So, a good fish keeper will change water when the tank gets to 20 ppm nitrate, and he will change enough water so that when he is ready to do it again, the tank is not yet above 20 ppm. So, if the tank starts out at 10 ppm, and the nitrates increase 2 ppm per day, a 50% water change will be needed at or before 5 days, or else you need to lower the starting level down with even bigger water changes or slow the increase in the nitrates.


----------



## BriNeShriMp (May 30, 2005)

The rule is one inch of fish per a gallon. Any more than that, and your overstocked.


----------



## lumpyfunk (Dec 22, 2004)

BriNeShriMp said:


> The rule is one inch of fish per a gallon. Any more than that, and your overstocked.


I belive that a more accurate measuement has to due with surface are in respect to fish length, but I cannot rember it. :icon_redf


----------



## algae (Mar 28, 2005)

Doesn't the width of the fish also play a role? ...you know, how a two inch skinny fish would be less of a load than a two inch fat fish.


----------



## fishmasterno1_2 (Jun 1, 2005)

I don't overstock so I have to add nitrates. Water changes are when I get to it Usually a few gallons a month. No problems here. Reduce fish add plants to make your life easier. my $.02


----------



## macbrush (Jun 2, 2004)

I always treat that 1cm per 2 litre rule (more or less 1 inch 1 gallon) as a guideline. As soon as I have to make estimation whether I am approaching that stock level, I would consider myself overstocking.

Can we just treat our fish like dogs, and cats? Give them some room.


----------



## anonapersona (Oct 19, 2002)

*Rule vs rule of thumb*



BriNeShriMp said:


> The rule is one inch of fish per a gallon. Any more than that, and your overstocked.


Now, that's just silly. There is no such Rule. That is simply a starting point, a rule of thumb. 

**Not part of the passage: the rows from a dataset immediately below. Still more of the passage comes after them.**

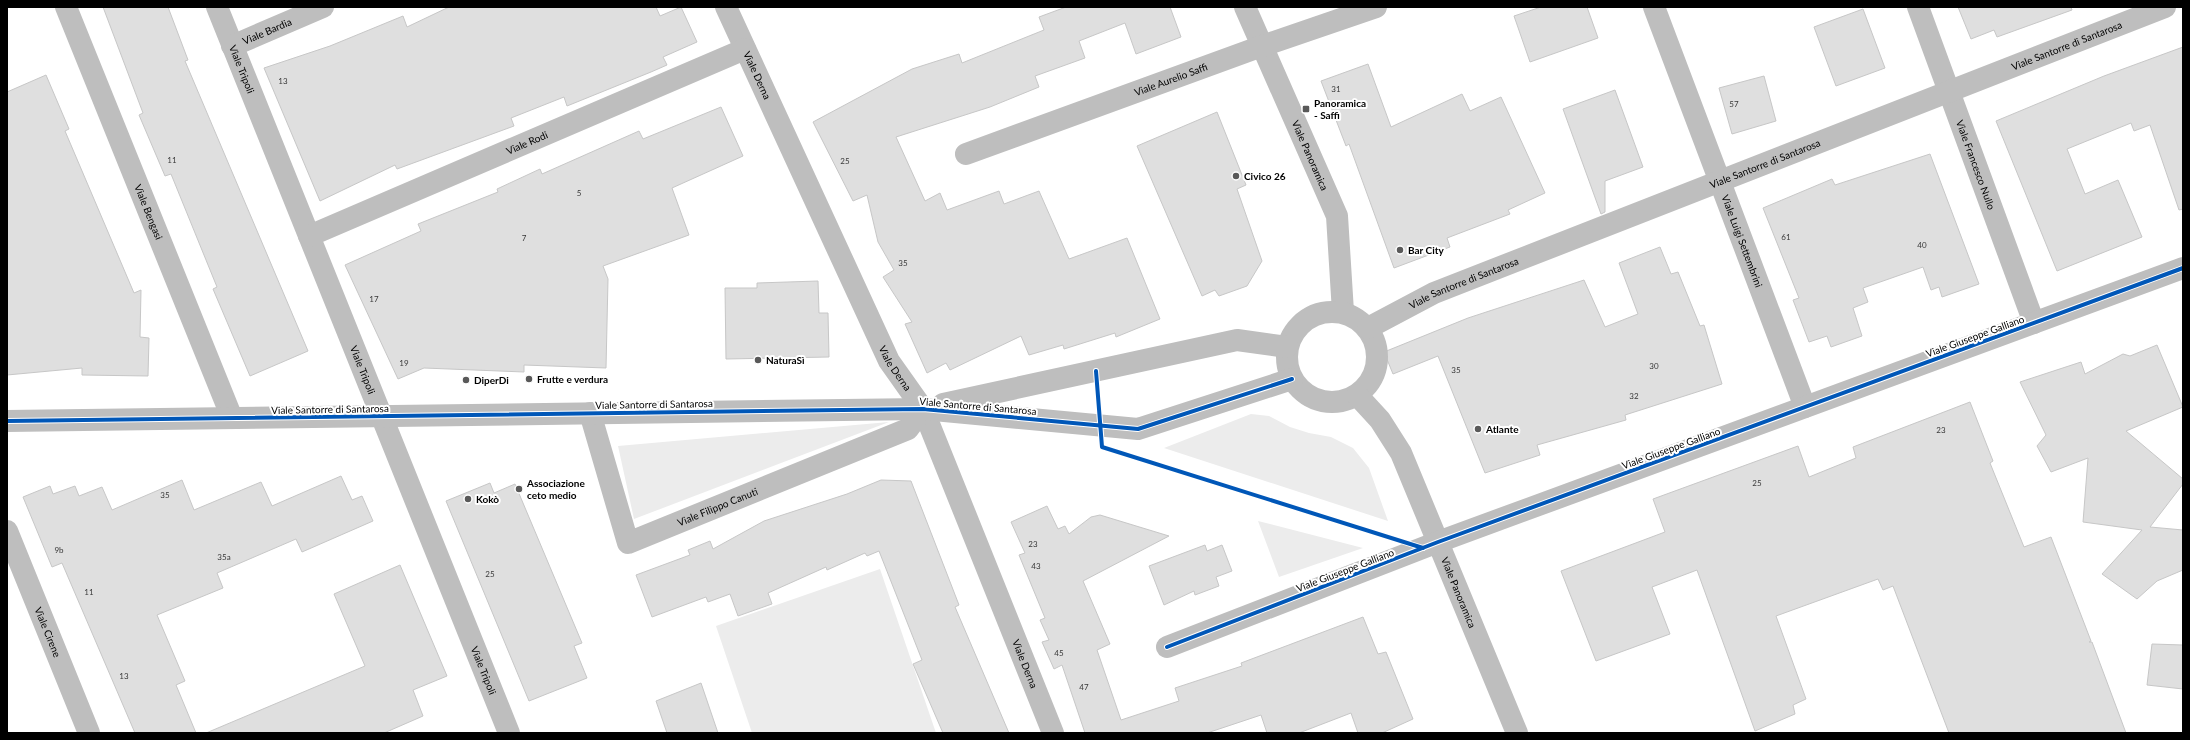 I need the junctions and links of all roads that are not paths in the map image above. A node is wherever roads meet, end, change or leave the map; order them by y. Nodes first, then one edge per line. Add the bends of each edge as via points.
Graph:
1 (66, 7) edge
2 (217, 7) edge
3 (323, 7) edge
4 (726, 7) edge
5 (1245, 7) edge
6 (1376, 7) edge
7 (1654, 7) edge
8 (1918, 7) edge
9 (2165, 7) edge
10 (232, 46) junction
11 (1262, 46) junction
12 (745, 49) junction
13 (1949, 92) junction
14 (966, 154) dead end
15 (1720, 182) junction
16 (309, 236) junction
17 (2183, 268) edge
18 (1343, 312) junction
19 (2034, 323) junction
20 (1368, 328) junction
21 (1287, 347) junction
22 (1292, 379) junction
23 (1356, 395) junction
24 (1805, 407) junction
25 (923, 409) junction
26 (590, 413) junction
27 (382, 416) junction
28 (232, 418) junction
29 (7, 421) edge
30 (7, 531) edge
31 (1438, 542) junction
32 (1167, 647) dead end
33 (89, 733) edge
34 (509, 733) edge
35 (1053, 733) edge
36 (1517, 733) edge

1 - 28 street, Viale Bengasi
2 - 10 street, Viale Tripoli
3 - 10 street, Viale Bardia
4 - 12 street, Viale Derna
5 - 11 street, Viale Panoramica
6 - 11 street, Viale Aurelio Saffi
7 - 15 street, Viale Luigi Settembrini
8 - 13 street, Viale Francesco Nullo
9 - 13 street, Viale Santorre di Santarosa
10 - 16 street, Viale Tripoli
11 - 14 street, Viale Aurelio Saffi
11 - 18 street, Viale Panoramica via 1337,216
12 - 16 street, Viale Rodi
12 - 25 street, Viale Derna via 888,360
13 - 15 street, Viale Santorre di Santarosa
13 - 19 street, Viale Francesco Nullo
15 - 20 street, Viale Santorre di Santarosa via 1434,293
15 - 24 street, Viale Luigi Settembrini
16 - 27 street, Viale Tripoli
17 - 19 street, Viale Giuseppe Galliano
18 - 20 street via 1357,318
18 - 21 street via 1325,311 1307,318 1296,328
19 - 24 street, Viale Giuseppe Galliano
20 - 23 street via 1377,350 1377,365 1365,388
21 - 22 street via 1286,362
21 - 25 street, Viale Santorre di Santarosa via 1237,340
22 - 23 street via 1307,396 1318,401 1330,403
22 - 25 street, Viale Santorre di Santarosa via 1138,430
23 - 31 street, Viale Panoramica via 1380,420 1401,453
24 - 31 street, Viale Giuseppe Galliano
25 - 26 street, Viale Santorre di Santarosa
25 - 26 street, Viale Filippo Canuti via 908,429 628,543
25 - 35 street, Viale Derna
26 - 27 street, Viale Santorre di Santarosa
27 - 28 street, Viale Santorre di Santarosa
27 - 34 street, Viale Tripoli
28 - 29 street, Viale Santorre di Santarosa
30 - 33 street, Viale Cirene
31 - 32 street, Viale Giuseppe Galliano
31 - 36 street, Viale Panoramica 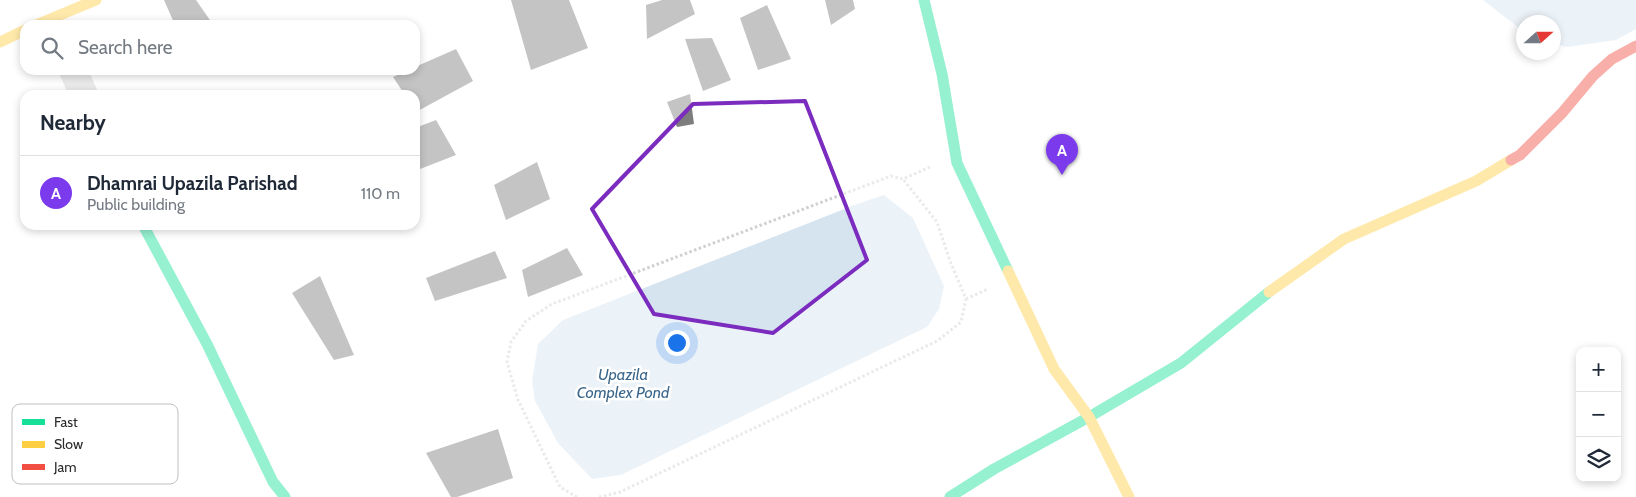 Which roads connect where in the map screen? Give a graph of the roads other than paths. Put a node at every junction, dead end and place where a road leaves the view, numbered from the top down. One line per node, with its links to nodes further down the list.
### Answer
1 (96, 0): 3 (street)
2 (924, 0): 10 (street)
3 (53, 20)
4 (20, 32): 5 (street)
5 (0, 42)
6 (1636, 46): 10 (street)
7 (76, 75): 8 (street)
8 (82, 90)
9 (146, 230): 11 (street)
10 (1089, 416): 12 (street); 13 (street)
11 (285, 497)
12 (950, 497)
13 (1130, 497) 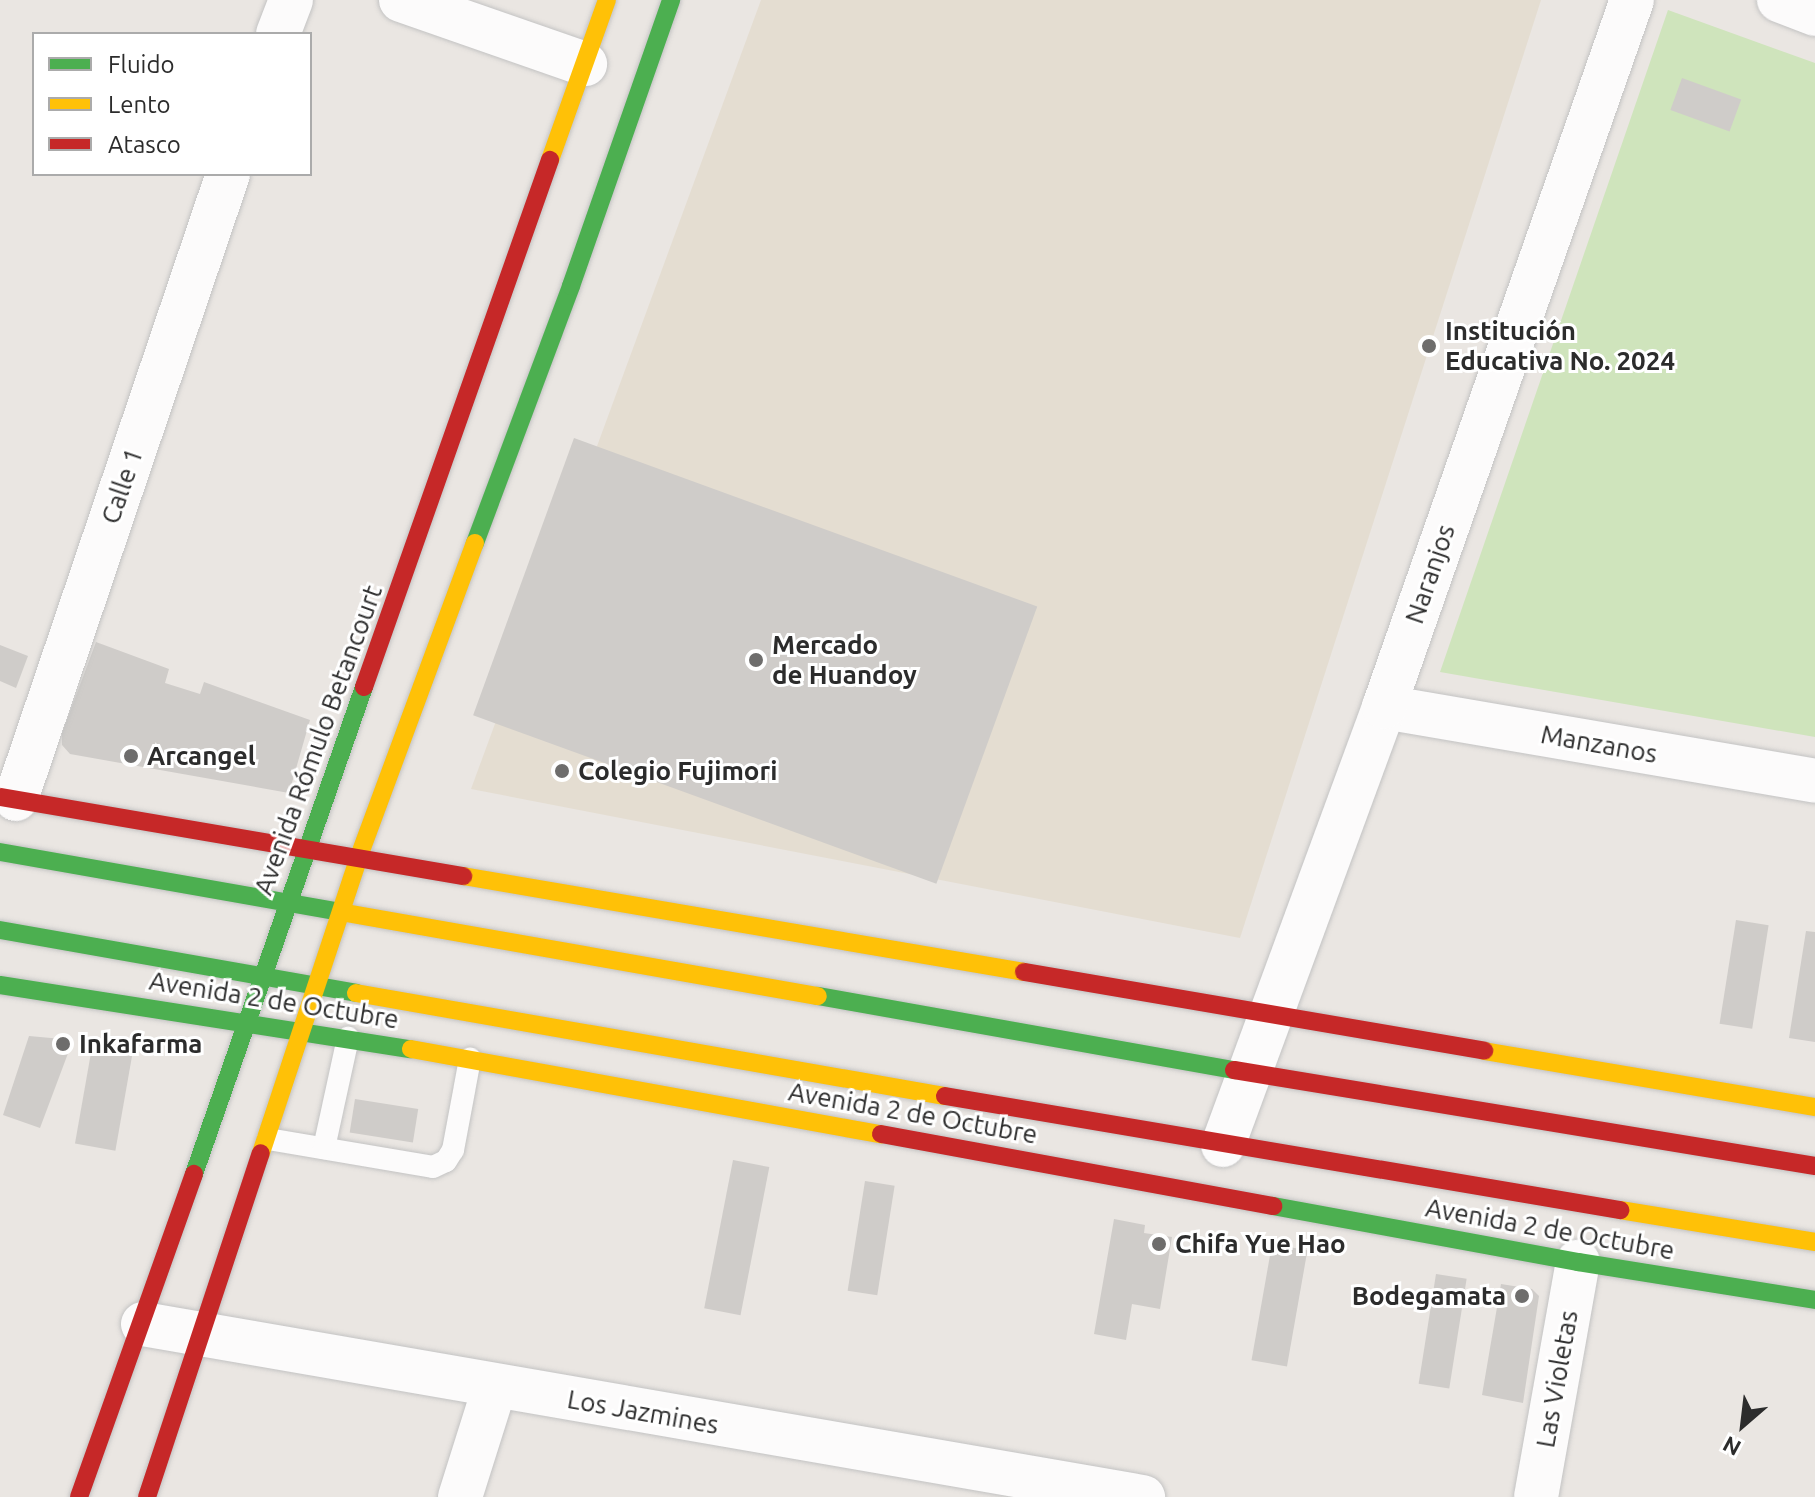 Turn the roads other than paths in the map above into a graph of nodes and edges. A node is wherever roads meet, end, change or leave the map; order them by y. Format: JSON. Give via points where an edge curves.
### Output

Then, you consider the mass of the fish (thin or fat), the feeding habits of the fish (messy or live foods), the need for companionship (schooler or solitary), the dimensions of the tank (tall holds less than wide), the water change schedule (bigger more frequent lets you add a few fish usually), the filtration (dual or triple filtration will let you add a few fish usually), general cleanliness of the tank, the need for swimming room, the compatibility of the different fish in the tank, the layout of the tank (enough areas for territorial fish) and finally, whether you have healthy live plants in the tank. 

So, for example, my 105 gallon tank has 100 true gallons in it by volume. I have 16 fish averaging 6" total length. 16 x 6 = 96, so you'd think it was perfect, eh? They are social but competitive fish, large and messy eaters. I compensate by doing frequent water changes, siphoning wastes daily, running 3 filters including a biowheel. I've added a few large fake plants to give more places to hide from aggressors. But, it is still overstocked and one day late on the water change and I see the result in increased fish aggression or fin problems.

So, please dont' quote that as Rule, it is certainly a "rule of thumb", but that is not the same as a rule.


----------